-- DATA FOR THE TASK follows --

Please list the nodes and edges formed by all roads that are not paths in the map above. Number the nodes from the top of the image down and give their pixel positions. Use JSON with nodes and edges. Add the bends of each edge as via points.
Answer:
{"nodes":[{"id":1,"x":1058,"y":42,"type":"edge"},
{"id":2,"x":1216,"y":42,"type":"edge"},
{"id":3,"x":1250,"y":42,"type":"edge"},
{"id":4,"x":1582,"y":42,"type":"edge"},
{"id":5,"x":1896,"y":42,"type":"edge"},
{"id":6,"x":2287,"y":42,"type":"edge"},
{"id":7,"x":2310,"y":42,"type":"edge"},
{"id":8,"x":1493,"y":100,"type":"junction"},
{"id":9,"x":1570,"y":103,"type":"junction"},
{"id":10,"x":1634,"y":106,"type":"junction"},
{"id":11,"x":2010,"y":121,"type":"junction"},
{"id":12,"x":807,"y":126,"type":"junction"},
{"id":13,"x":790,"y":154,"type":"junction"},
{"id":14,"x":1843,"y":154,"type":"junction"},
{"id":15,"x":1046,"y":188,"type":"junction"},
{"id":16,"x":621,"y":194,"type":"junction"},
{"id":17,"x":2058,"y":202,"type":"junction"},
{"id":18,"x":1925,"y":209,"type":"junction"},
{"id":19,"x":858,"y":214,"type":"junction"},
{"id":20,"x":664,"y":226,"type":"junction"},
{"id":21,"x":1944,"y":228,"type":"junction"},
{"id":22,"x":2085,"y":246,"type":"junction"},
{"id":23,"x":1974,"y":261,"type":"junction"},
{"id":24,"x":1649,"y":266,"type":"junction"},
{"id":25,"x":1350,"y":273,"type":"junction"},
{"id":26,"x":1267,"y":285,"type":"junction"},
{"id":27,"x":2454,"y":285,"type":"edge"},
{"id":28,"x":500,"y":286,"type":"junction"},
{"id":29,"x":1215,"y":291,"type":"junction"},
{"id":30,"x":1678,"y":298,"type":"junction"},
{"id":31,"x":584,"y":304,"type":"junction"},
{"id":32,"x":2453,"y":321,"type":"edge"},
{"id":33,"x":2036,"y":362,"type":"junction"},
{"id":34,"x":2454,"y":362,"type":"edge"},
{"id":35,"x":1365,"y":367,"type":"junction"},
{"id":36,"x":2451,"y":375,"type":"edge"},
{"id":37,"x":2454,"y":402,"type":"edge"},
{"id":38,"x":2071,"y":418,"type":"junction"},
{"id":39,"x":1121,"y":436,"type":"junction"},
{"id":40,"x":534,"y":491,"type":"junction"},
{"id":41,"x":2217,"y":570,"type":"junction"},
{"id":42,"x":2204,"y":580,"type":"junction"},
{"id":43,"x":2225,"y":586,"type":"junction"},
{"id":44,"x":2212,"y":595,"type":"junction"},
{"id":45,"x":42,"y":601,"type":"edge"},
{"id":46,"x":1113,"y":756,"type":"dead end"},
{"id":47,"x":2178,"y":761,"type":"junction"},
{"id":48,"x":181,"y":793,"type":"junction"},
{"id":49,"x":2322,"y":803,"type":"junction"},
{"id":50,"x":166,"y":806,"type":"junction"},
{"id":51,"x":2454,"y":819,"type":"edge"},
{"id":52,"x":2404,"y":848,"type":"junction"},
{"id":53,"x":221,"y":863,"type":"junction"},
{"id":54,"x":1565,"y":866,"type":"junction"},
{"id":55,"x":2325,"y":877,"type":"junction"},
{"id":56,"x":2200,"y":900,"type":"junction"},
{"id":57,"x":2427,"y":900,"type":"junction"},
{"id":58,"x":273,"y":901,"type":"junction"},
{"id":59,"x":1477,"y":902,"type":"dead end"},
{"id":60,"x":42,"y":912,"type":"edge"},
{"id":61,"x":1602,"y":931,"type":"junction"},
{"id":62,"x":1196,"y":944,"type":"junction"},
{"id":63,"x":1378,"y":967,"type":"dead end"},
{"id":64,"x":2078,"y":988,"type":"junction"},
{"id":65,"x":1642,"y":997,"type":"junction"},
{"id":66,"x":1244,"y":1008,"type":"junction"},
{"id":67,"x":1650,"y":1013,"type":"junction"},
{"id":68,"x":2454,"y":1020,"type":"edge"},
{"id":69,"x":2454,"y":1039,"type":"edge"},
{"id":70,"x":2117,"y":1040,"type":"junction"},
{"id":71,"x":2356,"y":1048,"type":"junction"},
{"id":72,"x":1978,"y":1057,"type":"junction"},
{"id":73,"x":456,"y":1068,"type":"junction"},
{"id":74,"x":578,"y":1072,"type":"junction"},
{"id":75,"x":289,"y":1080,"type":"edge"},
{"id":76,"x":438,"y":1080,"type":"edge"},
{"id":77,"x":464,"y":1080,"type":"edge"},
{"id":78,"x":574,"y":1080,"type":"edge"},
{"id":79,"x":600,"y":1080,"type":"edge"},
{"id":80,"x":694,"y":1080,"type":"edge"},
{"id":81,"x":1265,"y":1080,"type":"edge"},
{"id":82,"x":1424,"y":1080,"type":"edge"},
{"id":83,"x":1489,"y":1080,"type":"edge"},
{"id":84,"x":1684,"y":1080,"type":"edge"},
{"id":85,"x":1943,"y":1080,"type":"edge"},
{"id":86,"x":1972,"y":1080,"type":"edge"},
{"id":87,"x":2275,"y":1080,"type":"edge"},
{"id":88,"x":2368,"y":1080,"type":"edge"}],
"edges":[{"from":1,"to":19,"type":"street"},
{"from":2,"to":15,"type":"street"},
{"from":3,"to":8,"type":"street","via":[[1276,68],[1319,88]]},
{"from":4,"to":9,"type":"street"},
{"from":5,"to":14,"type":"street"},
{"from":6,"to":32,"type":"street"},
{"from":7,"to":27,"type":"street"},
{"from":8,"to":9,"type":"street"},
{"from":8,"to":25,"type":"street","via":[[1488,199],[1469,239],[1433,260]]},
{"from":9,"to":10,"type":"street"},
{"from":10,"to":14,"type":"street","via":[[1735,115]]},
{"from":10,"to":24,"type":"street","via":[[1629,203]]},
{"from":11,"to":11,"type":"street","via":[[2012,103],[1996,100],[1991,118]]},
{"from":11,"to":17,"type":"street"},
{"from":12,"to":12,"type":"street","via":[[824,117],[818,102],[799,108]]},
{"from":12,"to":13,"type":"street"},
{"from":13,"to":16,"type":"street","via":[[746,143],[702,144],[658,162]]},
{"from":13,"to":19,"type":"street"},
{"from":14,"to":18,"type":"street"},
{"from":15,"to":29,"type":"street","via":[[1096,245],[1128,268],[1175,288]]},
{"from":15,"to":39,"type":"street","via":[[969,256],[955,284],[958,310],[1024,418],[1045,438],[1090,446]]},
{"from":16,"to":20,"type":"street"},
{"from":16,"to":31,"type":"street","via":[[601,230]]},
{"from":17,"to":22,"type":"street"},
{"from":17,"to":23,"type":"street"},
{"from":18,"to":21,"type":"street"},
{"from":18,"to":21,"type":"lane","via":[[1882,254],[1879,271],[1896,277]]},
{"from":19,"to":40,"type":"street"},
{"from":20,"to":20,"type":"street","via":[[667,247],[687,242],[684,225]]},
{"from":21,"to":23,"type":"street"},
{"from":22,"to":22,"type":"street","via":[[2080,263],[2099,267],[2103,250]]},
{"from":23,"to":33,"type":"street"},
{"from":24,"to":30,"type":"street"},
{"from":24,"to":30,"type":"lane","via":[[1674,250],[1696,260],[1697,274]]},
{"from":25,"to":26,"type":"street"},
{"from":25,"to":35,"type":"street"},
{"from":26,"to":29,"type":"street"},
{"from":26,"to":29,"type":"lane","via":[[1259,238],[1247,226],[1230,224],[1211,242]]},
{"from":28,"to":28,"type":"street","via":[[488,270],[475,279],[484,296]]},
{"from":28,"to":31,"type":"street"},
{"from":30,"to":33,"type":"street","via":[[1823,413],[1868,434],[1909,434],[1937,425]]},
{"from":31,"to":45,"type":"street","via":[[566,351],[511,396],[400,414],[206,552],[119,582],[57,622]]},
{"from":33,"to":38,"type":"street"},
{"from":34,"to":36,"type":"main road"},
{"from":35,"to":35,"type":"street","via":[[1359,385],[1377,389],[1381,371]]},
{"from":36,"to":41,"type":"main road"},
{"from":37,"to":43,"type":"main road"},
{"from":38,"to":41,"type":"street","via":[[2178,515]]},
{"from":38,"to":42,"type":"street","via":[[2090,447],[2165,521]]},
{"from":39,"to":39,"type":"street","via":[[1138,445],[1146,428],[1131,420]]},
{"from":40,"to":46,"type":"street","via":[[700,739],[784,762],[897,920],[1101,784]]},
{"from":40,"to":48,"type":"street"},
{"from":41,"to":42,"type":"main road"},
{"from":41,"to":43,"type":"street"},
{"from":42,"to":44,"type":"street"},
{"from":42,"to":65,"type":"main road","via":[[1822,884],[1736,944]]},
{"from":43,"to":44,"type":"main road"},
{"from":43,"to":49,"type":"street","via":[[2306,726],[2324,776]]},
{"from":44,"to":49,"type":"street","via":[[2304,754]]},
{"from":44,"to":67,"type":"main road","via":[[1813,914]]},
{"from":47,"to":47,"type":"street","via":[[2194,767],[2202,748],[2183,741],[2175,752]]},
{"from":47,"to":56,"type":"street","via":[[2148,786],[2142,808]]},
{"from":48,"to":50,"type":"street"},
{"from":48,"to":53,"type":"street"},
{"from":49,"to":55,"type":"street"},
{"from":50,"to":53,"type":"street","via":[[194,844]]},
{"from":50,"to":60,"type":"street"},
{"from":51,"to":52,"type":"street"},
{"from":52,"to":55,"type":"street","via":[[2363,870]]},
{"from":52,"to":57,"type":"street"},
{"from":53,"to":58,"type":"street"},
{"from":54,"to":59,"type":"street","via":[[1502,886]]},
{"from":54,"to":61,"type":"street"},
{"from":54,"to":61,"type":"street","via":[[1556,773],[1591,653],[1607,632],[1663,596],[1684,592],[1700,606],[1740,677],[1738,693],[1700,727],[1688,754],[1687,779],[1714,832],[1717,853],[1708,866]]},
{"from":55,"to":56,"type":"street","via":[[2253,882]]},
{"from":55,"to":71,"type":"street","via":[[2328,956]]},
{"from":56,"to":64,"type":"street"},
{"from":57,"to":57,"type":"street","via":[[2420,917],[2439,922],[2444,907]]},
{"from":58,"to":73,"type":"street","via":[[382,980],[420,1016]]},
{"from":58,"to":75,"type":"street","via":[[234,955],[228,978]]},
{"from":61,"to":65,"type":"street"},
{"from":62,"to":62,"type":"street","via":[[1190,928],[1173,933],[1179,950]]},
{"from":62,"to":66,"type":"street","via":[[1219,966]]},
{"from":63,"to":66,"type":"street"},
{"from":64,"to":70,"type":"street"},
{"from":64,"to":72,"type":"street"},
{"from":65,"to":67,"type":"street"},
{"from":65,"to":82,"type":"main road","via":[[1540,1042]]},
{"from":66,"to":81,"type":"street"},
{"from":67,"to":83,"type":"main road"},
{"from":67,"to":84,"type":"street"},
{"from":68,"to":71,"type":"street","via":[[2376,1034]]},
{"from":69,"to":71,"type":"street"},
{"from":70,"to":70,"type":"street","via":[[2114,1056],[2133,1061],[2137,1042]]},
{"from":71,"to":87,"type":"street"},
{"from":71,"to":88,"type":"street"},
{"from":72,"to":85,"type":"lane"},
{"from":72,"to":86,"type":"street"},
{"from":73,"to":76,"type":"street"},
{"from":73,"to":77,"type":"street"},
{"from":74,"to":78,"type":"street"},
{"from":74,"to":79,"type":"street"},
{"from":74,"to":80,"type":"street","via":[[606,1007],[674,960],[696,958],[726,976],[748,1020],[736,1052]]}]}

-- DATA FOR THE TASK concluded --

Your task is to copy each line of the data above that holds "lane".

## OUTPUT
{"from":18,"to":21,"type":"lane","via":[[1882,254],[1879,271],[1896,277]]},
{"from":24,"to":30,"type":"lane","via":[[1674,250],[1696,260],[1697,274]]},
{"from":26,"to":29,"type":"lane","via":[[1259,238],[1247,226],[1230,224],[1211,242]]},
{"from":72,"to":85,"type":"lane"},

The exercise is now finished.